Determining the maximum tolerated frequency (MTF) of intraperitoneal fluorouracil/folinic acid (FU/FA) administered with adjuvant intravenous FU/FA in patients with colorectal and upper GI tumours

Abstract
3668 Background: Intraperitoneal (IP) FU/FA may confer a survival advantage when added to IV adjuvant therapy in patients (pts) with colorectal cancer (Br J Cancer 77:1349, 1998). The aims of this study were to determine the MTF and pharmacokinetics (PK) of IP FU/FA when added to weekly IV FU/FA. Methods: Pts were recruited after complete resection of GI cancers where there was peritoneal involvement, after which a peritoneal port was implanted for IP treatment and PK sampling. Pts received IV FU/FA (400/20 mg/m2) weekly for 24 wks. IP FU/FA, (400/20 mg/m2) in 1500ml of 4% icodextrin, was given with increasing frequency from 4-weekly to weekly in successive cohorts, with weekly monitoring of toxicity. IP and plasma FU PK was investigated in 11 pts. Results: 57 pts were registered, of whom 53 had ports inserted. 44 (37 colorectal, 7 other) pts received 1 or more IP treatments (299 in total), but 3 withdrew early due to port failure, leaving 41 evaluable for MTF. IP FU/FA was tolerable with 4, 3 or 2-weekly IP dosing, but not with weekly dosing, with 11/13, 7/8, 10/13 and 0/7 pts respectively completing treatment without IP dose modifications.
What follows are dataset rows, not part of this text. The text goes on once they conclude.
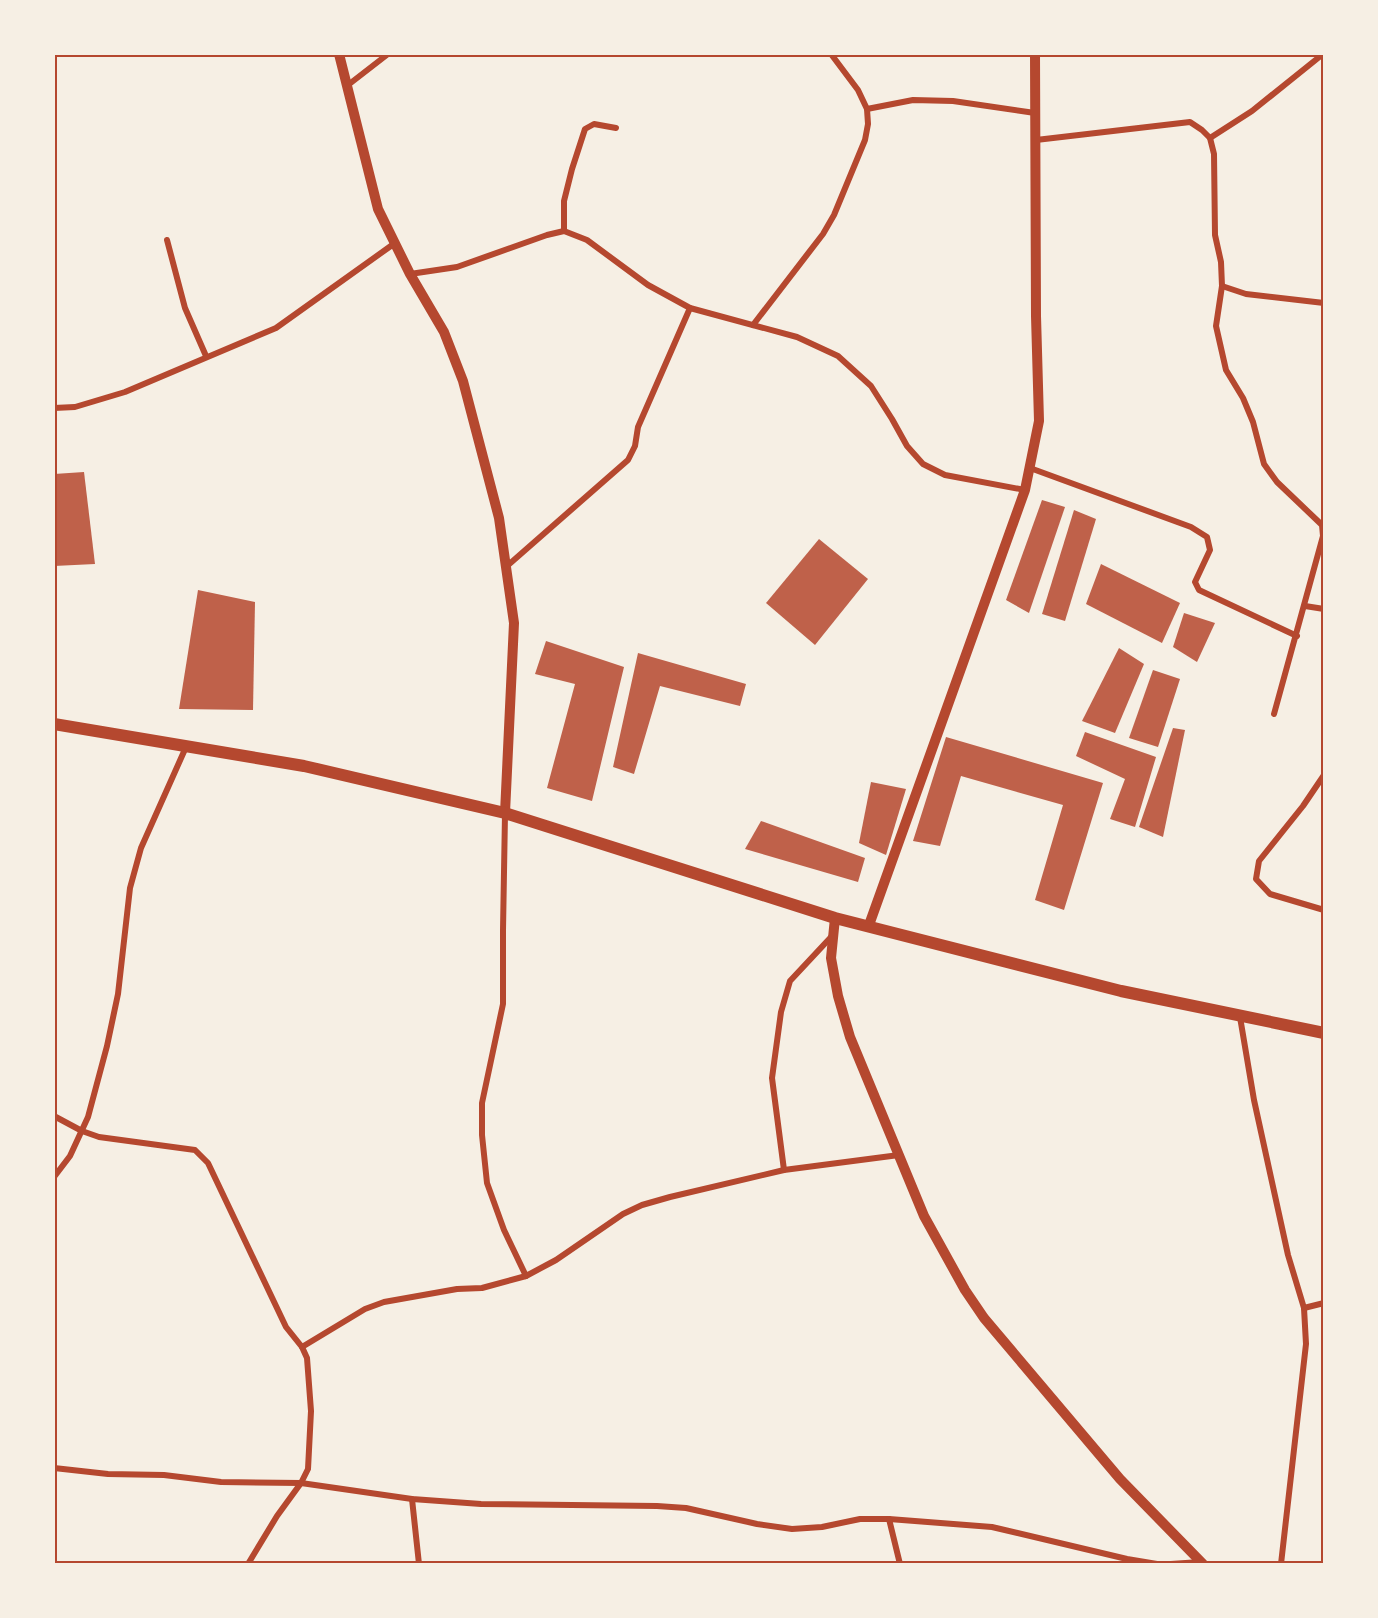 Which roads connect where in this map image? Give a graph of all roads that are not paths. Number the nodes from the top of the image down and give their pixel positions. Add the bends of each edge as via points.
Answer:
1 (339, 54) edge
2 (388, 54) edge
3 (831, 54) edge
4 (1035, 54) edge
5 (1323, 54) edge
6 (348, 85) junction
7 (867, 109) junction
8 (1035, 113) junction
9 (616, 128) dead end
10 (1210, 138) junction
11 (1035, 140) junction
12 (564, 231) junction
13 (167, 240) dead end
14 (395, 243) junction
15 (410, 274) junction
16 (1222, 286) junction
17 (1324, 303) edge
18 (690, 308) junction
19 (753, 325) junction
20 (206, 356) junction
21 (54, 408) edge
22 (1030, 468) junction
23 (1025, 490) junction
24 (507, 566) junction
25 (1305, 606) junction
26 (1324, 609) edge
27 (1297, 636) junction
28 (1274, 714) dead end
29 (54, 724) edge
30 (187, 745) junction
31 (1324, 775) edge
32 (506, 813) junction
33 (1324, 910) edge
34 (835, 918) junction
35 (869, 925) junction
36 (832, 936) junction
37 (1240, 1017) junction
38 (1324, 1033) edge
39 (54, 1116) edge
40 (82, 1131) junction
41 (899, 1155) junction
42 (784, 1170) junction
43 (54, 1177) edge
44 (526, 1276) junction
45 (1324, 1302) edge
46 (1304, 1308) junction
47 (302, 1347) junction
48 (54, 1468) edge
49 (301, 1483) junction
50 (412, 1499) junction
51 (889, 1519) junction
52 (1202, 1563) edge
53 (248, 1564) edge
54 (419, 1564) edge
55 (900, 1564) edge
56 (1157, 1564) edge
57 (1171, 1564) edge
58 (1281, 1564) edge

Good fluid distribution was observed by ultrasound in 41/42 pts at baseline, and in 26/27 pts after 5–13 (median 8) IP treatments. FU AUC in IP fluid was 1148 ± 567 μg/ml.hr, compared to 1.12 ± 0.61 μg/ml.hr in plasma after IP treatment alone, giving an IP/plasma ratio of >1000. Following IV and IP treatment plasma FU AUC was 11.5 ± 2.4 μg/ml.hr, with an IP/plasma ratio of 100. Systemic FU bioavailability after IP FU was 11.1 ± 6.6%. 3½ years after the end of accrual, 41% of pts have relapsed. Peritoneal relapse has occurred in 3/24 (12.5%) pts who received ≥ 7 IP doses, and in 7/20 (35%) who received ≤ 6 (χ2 p=0.06). Conclusions: The addition of IP FU/FA every 2 weeks to a standard IV regimen is safe, tolerable and practical and results in a 100-fold higher local exposure to FU than is achieved with standard IV therapy. A more reliable peritoneal administration system would improve the feasibility of this promising therapeutic approach.